Whitney Rockley is that rare individual in Canada’s venture market: a female investment pro of more than two decades experience, 16 of those years spent in senior roles in VC firms on both sides of the Atlantic.
She also happens to be the first woman chair of the Canadian Venture Capital & Private Equity Association.
And her current position may be the most important of her career: managing partner of McRock Capital, a Toronto firm she co-founded with Scott MacDonald in 2012.
McRock is among a handful of global VC firms to carve out a focus on the industrial internet of things. An emerging space, IIoT consists of multiple innovations, such as advanced sensors, intelligent machines, data networks and analytics software, that promise to redraw traditional industry boundaries and profit early movers.

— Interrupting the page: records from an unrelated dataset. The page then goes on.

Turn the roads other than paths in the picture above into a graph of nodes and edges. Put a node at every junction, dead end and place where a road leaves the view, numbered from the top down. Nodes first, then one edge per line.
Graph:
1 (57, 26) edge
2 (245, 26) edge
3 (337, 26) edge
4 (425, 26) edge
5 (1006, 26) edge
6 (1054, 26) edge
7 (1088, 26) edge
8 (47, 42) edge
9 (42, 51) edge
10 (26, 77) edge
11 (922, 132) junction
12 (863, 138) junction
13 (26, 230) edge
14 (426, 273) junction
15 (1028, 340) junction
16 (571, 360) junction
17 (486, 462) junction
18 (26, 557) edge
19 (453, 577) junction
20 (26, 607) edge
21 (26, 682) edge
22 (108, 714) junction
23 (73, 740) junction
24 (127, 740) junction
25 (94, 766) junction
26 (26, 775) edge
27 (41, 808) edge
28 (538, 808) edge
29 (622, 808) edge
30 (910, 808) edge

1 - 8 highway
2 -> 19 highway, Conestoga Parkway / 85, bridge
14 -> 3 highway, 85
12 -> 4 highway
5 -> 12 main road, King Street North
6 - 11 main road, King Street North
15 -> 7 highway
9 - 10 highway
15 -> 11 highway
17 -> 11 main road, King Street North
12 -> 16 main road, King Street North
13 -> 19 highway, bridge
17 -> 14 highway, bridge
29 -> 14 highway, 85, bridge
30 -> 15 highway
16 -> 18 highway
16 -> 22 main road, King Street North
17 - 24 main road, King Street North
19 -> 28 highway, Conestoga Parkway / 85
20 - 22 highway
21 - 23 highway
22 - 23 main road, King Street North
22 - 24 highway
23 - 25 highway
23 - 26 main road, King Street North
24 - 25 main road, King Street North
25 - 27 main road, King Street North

McRock is investing from its debut fund, closed last year at C$70 million ($55 million) with the backing of 15 limited partners, including strategic investors Caterpillar, Cisco Systems and EDF.
Now 55 percent invested, the fund has a portfolio of six revenue-generating IIoT startups in North America and Europe. They include Mnubo, which in January raised a C$16.5 million Series B round led by Munich Re.

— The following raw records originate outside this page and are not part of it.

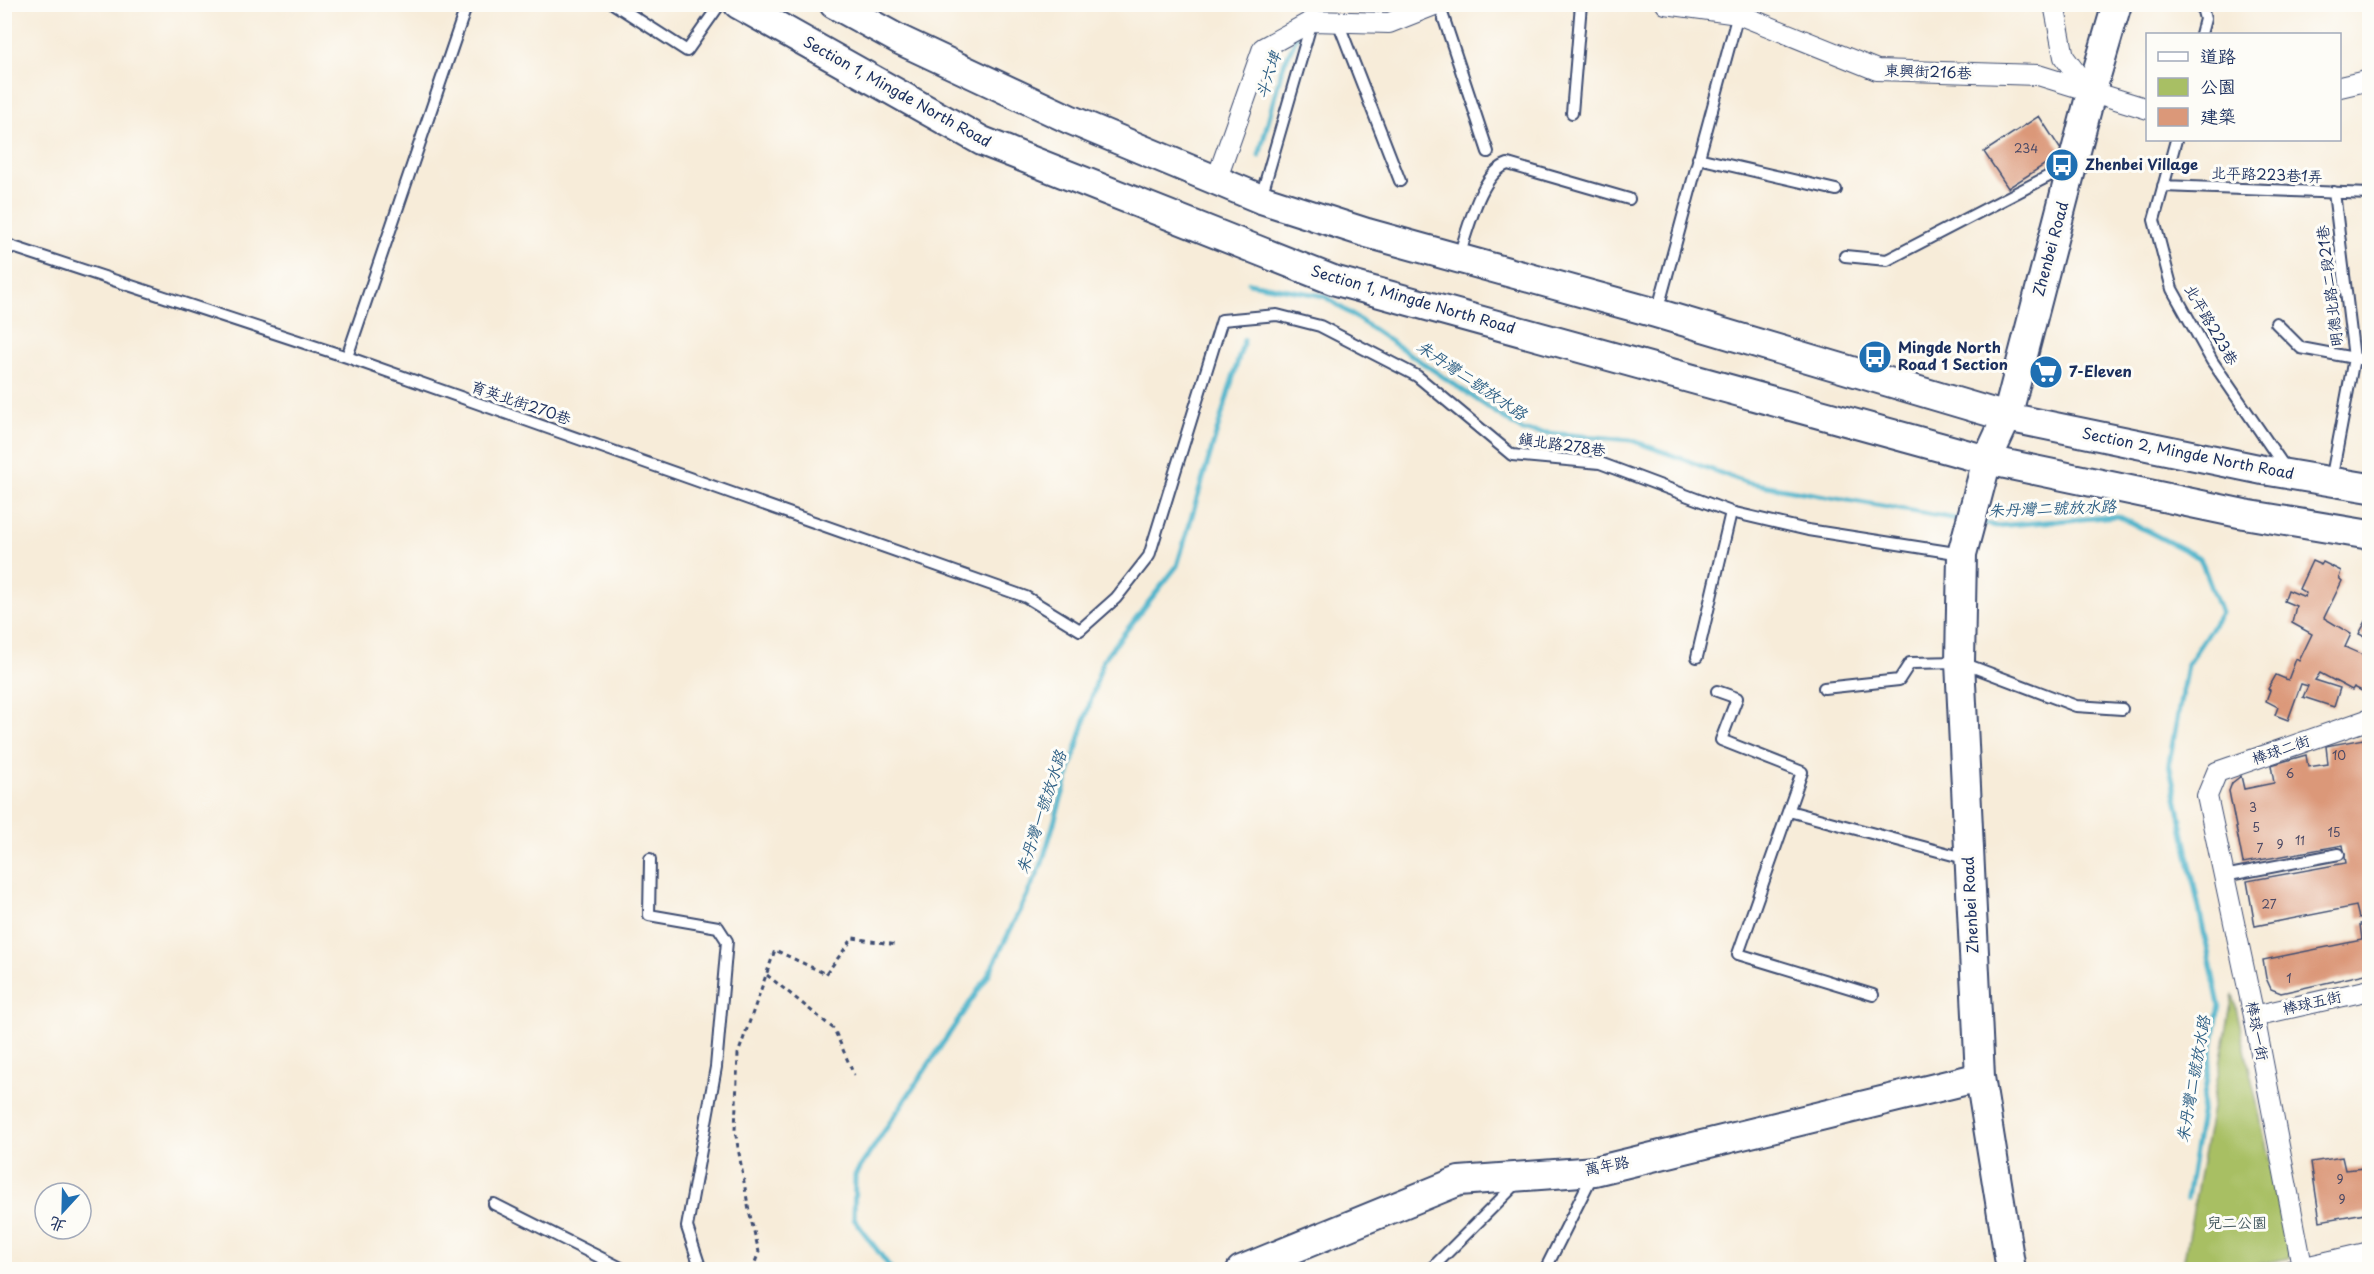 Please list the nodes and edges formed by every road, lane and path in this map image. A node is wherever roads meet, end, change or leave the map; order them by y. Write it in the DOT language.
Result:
graph roads {
  1 [pos="467,4"];
  2 [pos="614,4"];
  3 [pos="720,4"];
  4 [pos="738,4"];
  5 [pos="834,4"];
  6 [pos="1438,4"];
  7 [pos="1581,4"];
  8 [pos="1666,4"];
  9 [pos="2054,4"];
  10 [pos="2117,4"];
  11 [pos="2201,4"];
  12 [pos="1738,14"];
  13 [pos="1312,21"];
  14 [pos="1338,22"];
  15 [pos="2201,33"];
  16 [pos="2370,81"];
  17 [pos="2341,87"];
  18 [pos="2091,93"];
  19 [pos="2146,108"];
  20 [pos="1572,113"];
  21 [pos="2176,141"];
  22 [pos="1488,152"];
  23 [pos="1698,158"];
  24 [pos="2073,163"];
  25 [pos="1216,181"];
  26 [pos="1400,181"];
  27 [pos="2163,186"];
  28 [pos="1836,190"];
  29 [pos="2334,192"];
  30 [pos="2370,194"];
  31 [pos="1261,199"];
  32 [pos="1629,199"];
  33 [pos="4,244"];
  34 [pos="1845,256"];
  35 [pos="1457,260"];
  36 [pos="1656,313"];
  37 [pos="1222,320"];
  38 [pos="2276,323"];
  39 [pos="346,357"];
  40 [pos="2354,358"];
  41 [pos="2370,361"];
  42 [pos="2007,417"];
  43 [pos="1987,460"];
  44 [pos="2290,474"];
  45 [pos="2331,482"];
  46 [pos="2370,488"];
  47 [pos="1731,512"];
  48 [pos="2370,535"];
  49 [pos="1965,547"];
  50 [pos="1697,657"];
  51 [pos="1960,662"];
  52 [pos="1824,688"];
  53 [pos="1717,690"];
  54 [pos="2122,709"];
  55 [pos="2368,724"];
  56 [pos="2207,796"];
  57 [pos="1789,811"];
  58 [pos="2339,854"];
  59 [pos="650,859"];
  60 [pos="1968,859"];
  61 [pos="2224,876"];
  62 [pos="897,945"];
  63 [pos="767,975"];
  64 [pos="2370,990"];
  65 [pos="1873,995"];
  66 [pos="2254,1016"];
  67 [pos="854,1075"];
  68 [pos="1980,1077"];
  69 [pos="1595,1171"];
  70 [pos="1525,1175"];
  71 [pos="494,1204"];
  72 [pos="2370,1252"];
  73 [pos="2326,1265"];
  74 [pos="2297,1268"];
  75 [pos="625,1269"];
  76 [pos="701,1269"];
  77 [pos="752,1269"];
  78 [pos="1241,1269"];
  79 [pos="1430,1269"];
  80 [pos="1545,1269"];
  81 [pos="2011,1269"];
  1 -- 39 [label="lane"];
  2 -- 3 [label="lane"];
  4 -- 43 [label="street, Section 1, Mingde North Road"];
  5 -- 25 [label="street"];
  6 -- 14 [label="street"];
  6 -- 22 [label="lane"];
  7 -- 20 [label="lane"];
  8 -- 12 [label="street, 東興街216巷"];
  9 -- 18 [label="street"];
  10 -- 18 [label="street, Zhenbei Road"];
  11 -- 15 [label="lane"];
  12 -- 18 [label="street, 東興街216巷"];
  12 -- 23 [label="lane"];
  13 -- 14 [label="street"];
  13 -- 25 [label="street"];
  13 -- 31 [label="lane"];
  14 -- 26 [label="lane"];
  16 -- 17 [label="street"];
  18 -- 19 [label="street, 東興街216巷"];
  18 -- 24 [label="street, Zhenbei Road"];
  21 -- 27 [label="lane, 北平路223巷"];
  23 -- 28 [label="lane"];
  23 -- 36 [label="lane"];
  24 -- 34 [label="lane"];
  24 -- 42 [label="street, Zhenbei Road"];
  25 -- 31 [label="street"];
  27 -- 29 [label="lane, 北平路223巷1弄"];
  27 -- 44 [label="lane, 北平路223巷"];
  29 -- 30 [label="lane, 北平路223巷1弄"];
  29 -- 40 [label="lane, 明德北路二段21巷"];
  31 -- 35 [label="street"];
  32 -- 35 [label="lane"];
  33 -- 39 [label="lane, 育英北街270巷"];
  35 -- 36 [label="street"];
  36 -- 42 [label="street"];
  37 -- 39 [label="lane, 育英北街270巷"];
  37 -- 47 [label="lane, 鎮北路278巷"];
  38 -- 40 [label="lane"];
  40 -- 41 [label="lane"];
  40 -- 45 [label="lane, 明德北路二段21巷"];
  42 -- 43 [label="street, Zhenbei Road"];
  42 -- 44 [label="street, Section 2, Mingde North Road"];
  43 -- 48 [label="street"];
  43 -- 49 [label="street, Zhenbei Road"];
  44 -- 45 [label="street, Section 2, Mingde North Road"];
  45 -- 46 [label="street, Section 2, Mingde North Road"];
  47 -- 49 [label="lane, 鎮北路278巷"];
  47 -- 50 [label="lane"];
  49 -- 51 [label="street, Zhenbei Road"];
  51 -- 52 [label="lane"];
  51 -- 54 [label="lane"];
  51 -- 60 [label="street, Zhenbei Road"];
  53 -- 57 [label="lane"];
  55 -- 56 [label="street, 棒球二街"];
  56 -- 61 [label="street, 棒球一街"];
  57 -- 60 [label="lane"];
  57 -- 65 [label="lane"];
  58 -- 61 [label="lane"];
  59 -- 76 [label="lane"];
  60 -- 68 [label="street, Zhenbei Road"];
  61 -- 66 [label="street, 棒球一街"];
  62 -- 63 [label="path"];
  63 -- 67 [label="path"];
  63 -- 77 [label="path"];
  64 -- 66 [label="street, 棒球五街"];
  66 -- 74 [label="street, 棒球一街"];
  68 -- 69 [label="street, 萬年路"];
  68 -- 81 [label="street, Zhenbei Road"];
  69 -- 70 [label="street, 萬年路"];
  69 -- 80 [label="lane"];
  70 -- 78 [label="street, 萬年路"];
  70 -- 79 [label="lane"];
  71 -- 75 [label="lane"];
  72 -- 73 [label="street"];
  73 -- 74 [label="street"];
}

While IIoT is a new category, it appears to be gaining traction. One measure of the trend is growth in dealmaking. According to Pitchbook, $3.24 billion was invested in the global sector in 2017, more than seven times the amount invested in McRock’s founding year.

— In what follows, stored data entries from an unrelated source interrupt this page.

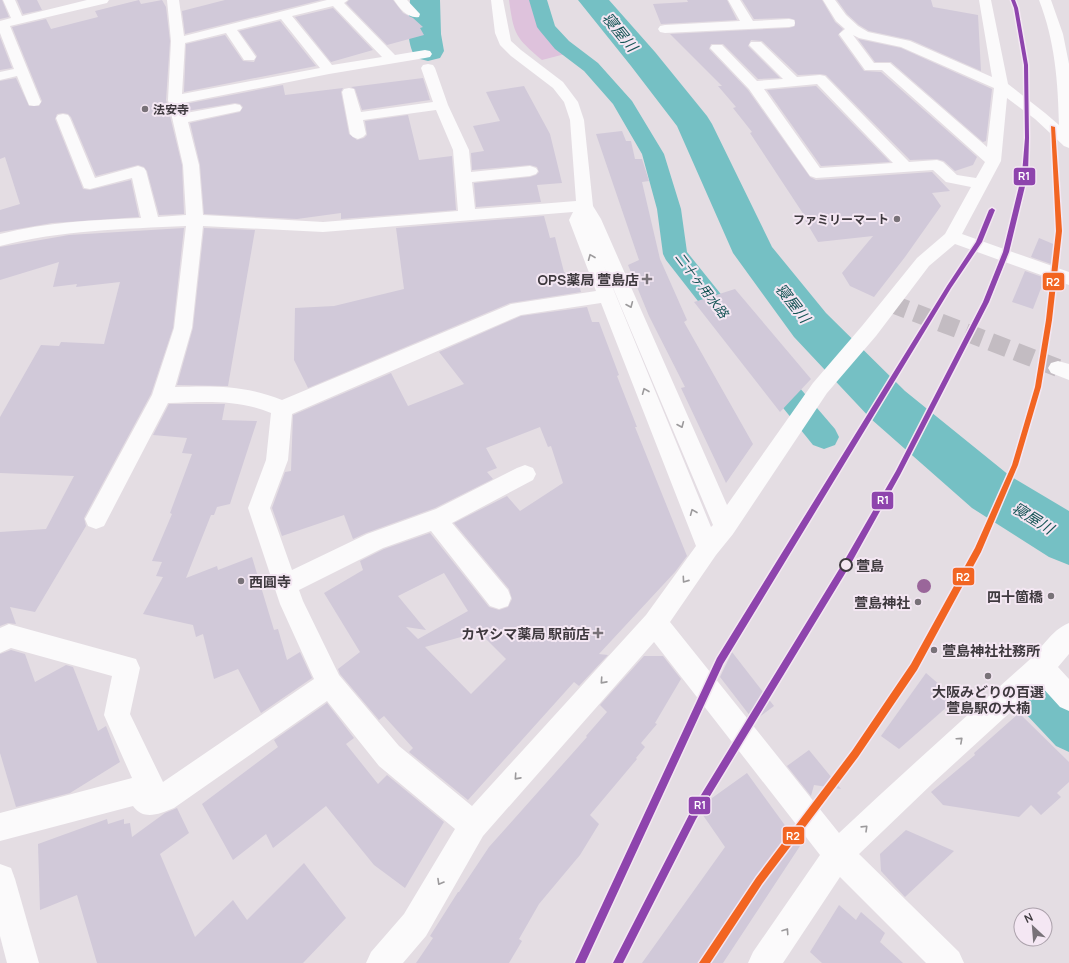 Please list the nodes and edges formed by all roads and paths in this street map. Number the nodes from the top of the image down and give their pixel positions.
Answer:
1 (9, 0) edge
2 (103, 0) edge
3 (173, 0) edge
4 (400, 0) edge
5 (497, 0) edge
6 (734, 0) edge
7 (829, 0) edge
8 (985, 0) edge
9 (1045, 0) edge
10 (339, 1) edge
11 (307, 4) edge
12 (284, 14) junction
13 (414, 14) dead end
14 (1052, 15) junction
15 (18, 20) junction
16 (789, 22) dead end
17 (1, 24) edge
18 (749, 25) junction
19 (1069, 27) edge
20 (229, 28) junction
21 (665, 29) dead end
22 (853, 29) junction
23 (178, 41) junction
24 (756, 45) dead end
25 (717, 48) dead end
26 (425, 54) dead end
27 (249, 57) dead end
28 (391, 59) junction
29 (428, 68) dead end
30 (330, 70) junction
31 (22, 71) junction
32 (1066, 75) edge
33 (0, 76) edge
34 (794, 82) junction
35 (754, 86) junction
36 (1001, 86) junction
37 (349, 92) dead end
38 (175, 100) junction
39 (34, 102) dead end
40 (441, 105) junction
41 (235, 108) dead end
42 (355, 117) junction
43 (63, 118) dead end
44 (180, 119) junction
45 (358, 134) dead end
46 (1068, 142) edge
47 (993, 161) junction
48 (904, 166) junction
49 (530, 171) dead end
50 (464, 178) junction
51 (981, 184) junction
52 (585, 206) junction
53 (467, 216) junction
54 (195, 220) junction
55 (151, 222) junction
56 (952, 237) junction
57 (0, 240) edge
58 (1069, 280) edge
59 (607, 296) junction
60 (162, 395) junction
61 (282, 409) junction
62 (525, 474) dead end
63 (96, 518) dead end
64 (435, 519) junction
65 (725, 527) junction
66 (708, 548) junction
67 (286, 585) junction
68 (499, 598) dead end
69 (655, 623) junction
70 (1069, 635) edge
71 (0, 641) edge
72 (1041, 667) junction
73 (330, 684) junction
74 (1069, 698) edge
75 (157, 800) junction
76 (473, 826) junction
77 (0, 827) edge
78 (838, 854) junction
79 (0, 879) edge
80 (23, 963) edge
81 (382, 963) edge
82 (764, 963) edge
83 (948, 963) edge

1 - 15 street
2 - 15 street
3 - 23 street
4 - 13 street
5 - 52 street
6 - 18 street
7 - 22 street
8 - 36 street
9 - 14 street
10 - 11 street
10 - 28 street
11 - 12 street
12 - 20 street
12 - 30 street
14 - 19 street
14 - 32 street
15 - 17 street
16 - 18 street
17 - 31 street
18 - 21 street
20 - 23 street
20 - 27 street
22 - 36 street
22 - 47 street
23 - 38 street
24 - 34 street
25 - 35 street
26 - 28 street
28 - 30 street
29 - 40 street
30 - 38 street
31 - 33 street
31 - 39 street
32 - 46 street
34 - 35 street
34 - 48 street
35 - 48 street
36 - 46 street
36 - 47 street
37 - 42 street
38 - 44 street
40 - 42 street
40 - 50 street
41 - 44 street
42 - 45 street
43 - 55 street
44 - 54 street
47 - 51 street
48 - 51 street
49 - 50 street
50 - 53 street
51 - 56 street
52 - 53 street
59 -> 52 street
52 -> 65 street
53 - 54 street
54 - 55 street
54 - 60 street
55 - 57 street
56 - 58 street
56 - 65 street
59 - 61 street
66 -> 59 street
60 - 61 street
60 - 63 street
61 - 67 street
62 - 64 street
64 - 67 street
64 - 68 street
65 - 66 street
66 -> 69 street
67 - 73 street
69 -> 76 street
69 - 78 street
70 - 72 street
71 - 75 street
72 - 74 street
78 -> 72 street
73 - 75 street
73 - 76 street
75 - 77 street
76 -> 81 street
82 -> 78 street
78 - 83 street
79 - 80 street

In the six years prior to McRock, Rockley was a partner at Emerald Technology Ventures and Nomura New Energy Ventures, both European energy-tech VC firms. Between 2002 and 2006, she led corporate venturing at Canadian utility company EPCOR, a program Rockley created, and before then she served with Silicon Valley’s Nth Power and the VC group at PanCanadian Energy, now Encana.
Rockley says she rose in the ranks of a largely male-dominated VC market due to hard work and “staying the course, through ups and downs, the pretty and the ugly.”
She counts herself lucky for having had access to women mentors, such as Nancy Floyd, managing director of Nth Power, and Gina Domanig, managing partner of Emerald. But Rockley notes that her top influencers were mostly supportive men, such as McRock’s MacDonald.
Gender in venture
Rockley readily acknowledges the progress women have made in VC since she started out. But she remains dissatisfied with the scope and pace of that change.
“I don’t think we’ve made the strides we need to make,” Rockley said. “There are still not enough women in senior roles. It’s important to get this talent into VC firms and create a workplace culture of diversity and inclusion so women can develop and progress.”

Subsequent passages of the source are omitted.